## [DESCRIPTION OF THE TASK]
Go to the line containing "Digitize the connectivity" in the records below and retype from there through the final line, exactly.

[Recorded data]
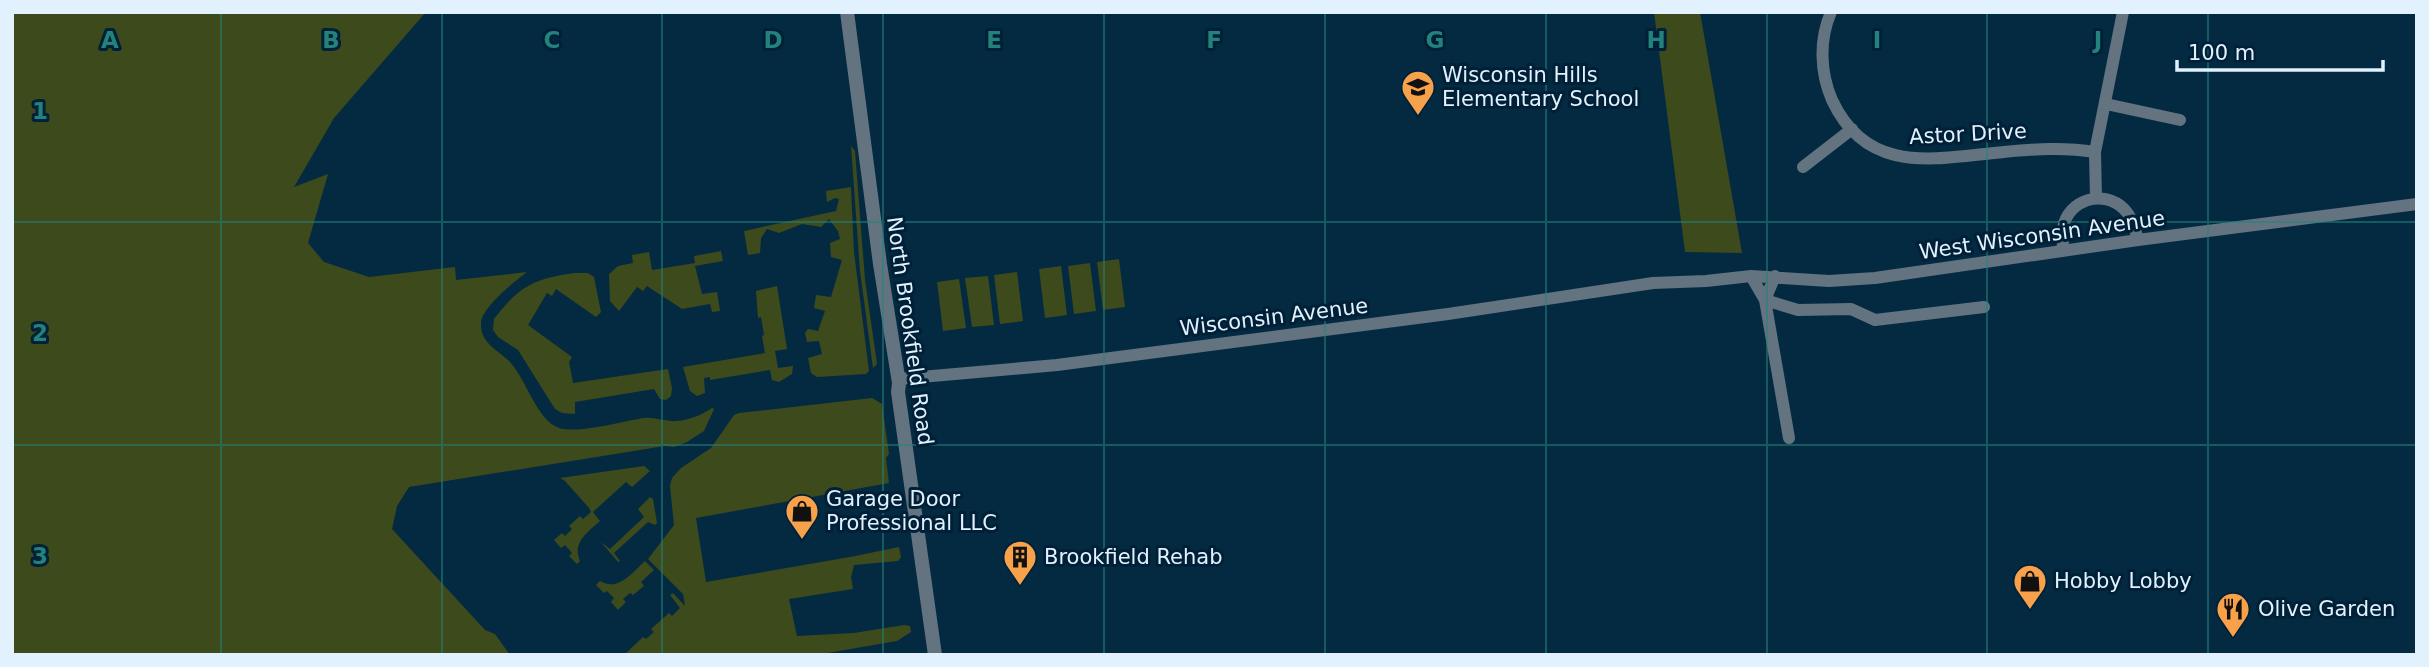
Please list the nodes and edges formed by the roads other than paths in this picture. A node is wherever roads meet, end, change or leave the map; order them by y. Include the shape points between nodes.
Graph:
1 (847, 12) edge
2 (2123, 12) edge
3 (1829, 13) edge
4 (2106, 104) junction
5 (2180, 120) dead end
6 (1852, 129) junction
7 (2095, 152) junction
8 (1803, 167) dead end
9 (2096, 198) junction
10 (2417, 204) edge
11 (2138, 240) junction
12 (2063, 251) junction
13 (1751, 276) junction
14 (1775, 276) junction
15 (1671, 281) joint
16 (1765, 300) junction
17 (1984, 307) dead end
18 (898, 379) junction
19 (1789, 438) dead end
20 (935, 655) edge

1 - 18 street, North Brookfield Road
2 - 4 street
3 - 6 street via 1822,52 1824,75 1837,109
4 - 5 street
4 - 7 street
6 - 7 street, Astor Drive via 1881,151 1908,159 2054,148
6 - 8 street
7 - 9 street
9 - 11 street via 2109,199 2127,212
9 - 12 street via 2083,201 2067,218
10 - 11 street, West Wisconsin Avenue
11 - 12 street, West Wisconsin Avenue
12 - 14 street, West Wisconsin Avenue via 1875,278 1829,281
13 - 14 street, West Wisconsin Avenue
13 - 15 street, West Wisconsin Avenue
13 - 16 street
14 - 16 street
15 - 18 street, Wisconsin Avenue via 1070,363
16 - 17 street via 1798,310 1851,309 1875,320
16 - 19 street
18 - 20 street, North Brookfield Road

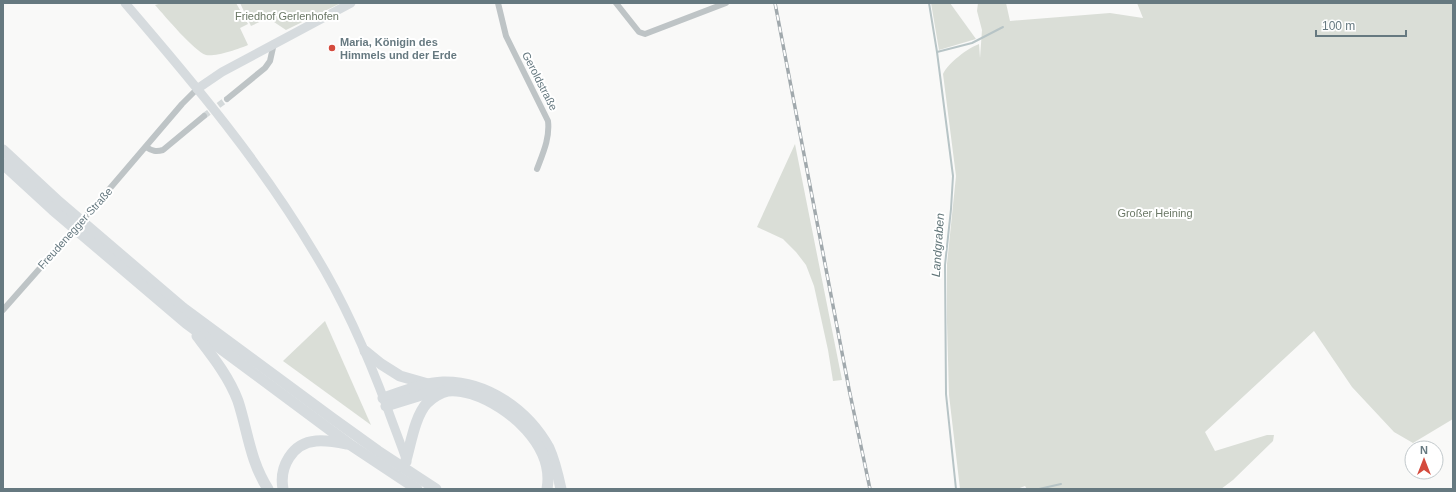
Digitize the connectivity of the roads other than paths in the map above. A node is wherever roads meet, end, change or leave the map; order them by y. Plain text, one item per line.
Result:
1 (125, 3) edge
2 (351, 3) edge
3 (498, 3) edge
4 (616, 3) edge
5 (706, 3) edge
6 (726, 3) edge
7 (710, 9) junction
8 (274, 43) junction
9 (197, 89) junction
10 (226, 98) tunnel mouth
11 (204, 116) tunnel mouth
12 (146, 146) junction
13 (3, 150) edge
14 (3, 164) edge
15 (537, 169) dead end
16 (3, 310) edge
17 (186, 323) junction
18 (365, 351) junction
19 (428, 384) junction
20 (447, 391) junction
21 (385, 402) junction
22 (349, 444) junction
23 (406, 460) junction
24 (268, 489) edge
25 (284, 489) edge
26 (415, 489) edge
27 (436, 489) edge
28 (547, 489) edge
29 (561, 489) edge

1 - 9 main road
2 - 8 main road, Freudenegger Straße
3 - 15 street, Geroldstraße
4 - 7 street
5 - 7 street
6 - 7 street
8 - 9 main road, Freudenegger Straße
8 - 10 street
9 - 12 street, Freudenegger Straße
9 - 18 main road
11 - 12 street
12 - 16 street, Freudenegger Straße
13 - 27 highway
14 - 17 highway
17 - 22 highway
17 - 24 highway
18 - 19 highway
18 - 21 main road
19 - 21 highway
19 - 29 highway
20 - 21 highway
20 - 23 highway
20 - 28 highway
21 - 23 main road
22 - 25 highway
22 - 26 highway
23 - 26 main road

## [ANSWER TO THE PROBLEM]
Digitize the connectivity of the roads other than paths in the map above. A node is wherever roads meet, end, change or leave the map; order them by y. Plain text, one item per line.
Result:
1 (125, 3) edge
2 (351, 3) edge
3 (498, 3) edge
4 (616, 3) edge
5 (706, 3) edge
6 (726, 3) edge
7 (710, 9) junction
8 (274, 43) junction
9 (197, 89) junction
10 (226, 98) tunnel mouth
11 (204, 116) tunnel mouth
12 (146, 146) junction
13 (3, 150) edge
14 (3, 164) edge
15 (537, 169) dead end
16 (3, 310) edge
17 (186, 323) junction
18 (365, 351) junction
19 (428, 384) junction
20 (447, 391) junction
21 (385, 402) junction
22 (349, 444) junction
23 (406, 460) junction
24 (268, 489) edge
25 (284, 489) edge
26 (415, 489) edge
27 (436, 489) edge
28 (547, 489) edge
29 (561, 489) edge

1 - 9 main road
2 - 8 main road, Freudenegger Straße
3 - 15 street, Geroldstraße
4 - 7 street
5 - 7 street
6 - 7 street
8 - 9 main road, Freudenegger Straße
8 - 10 street
9 - 12 street, Freudenegger Straße
9 - 18 main road
11 - 12 street
12 - 16 street, Freudenegger Straße
13 - 27 highway
14 - 17 highway
17 - 22 highway
17 - 24 highway
18 - 19 highway
18 - 21 main road
19 - 21 highway
19 - 29 highway
20 - 21 highway
20 - 23 highway
20 - 28 highway
21 - 23 main road
22 - 25 highway
22 - 26 highway
23 - 26 main road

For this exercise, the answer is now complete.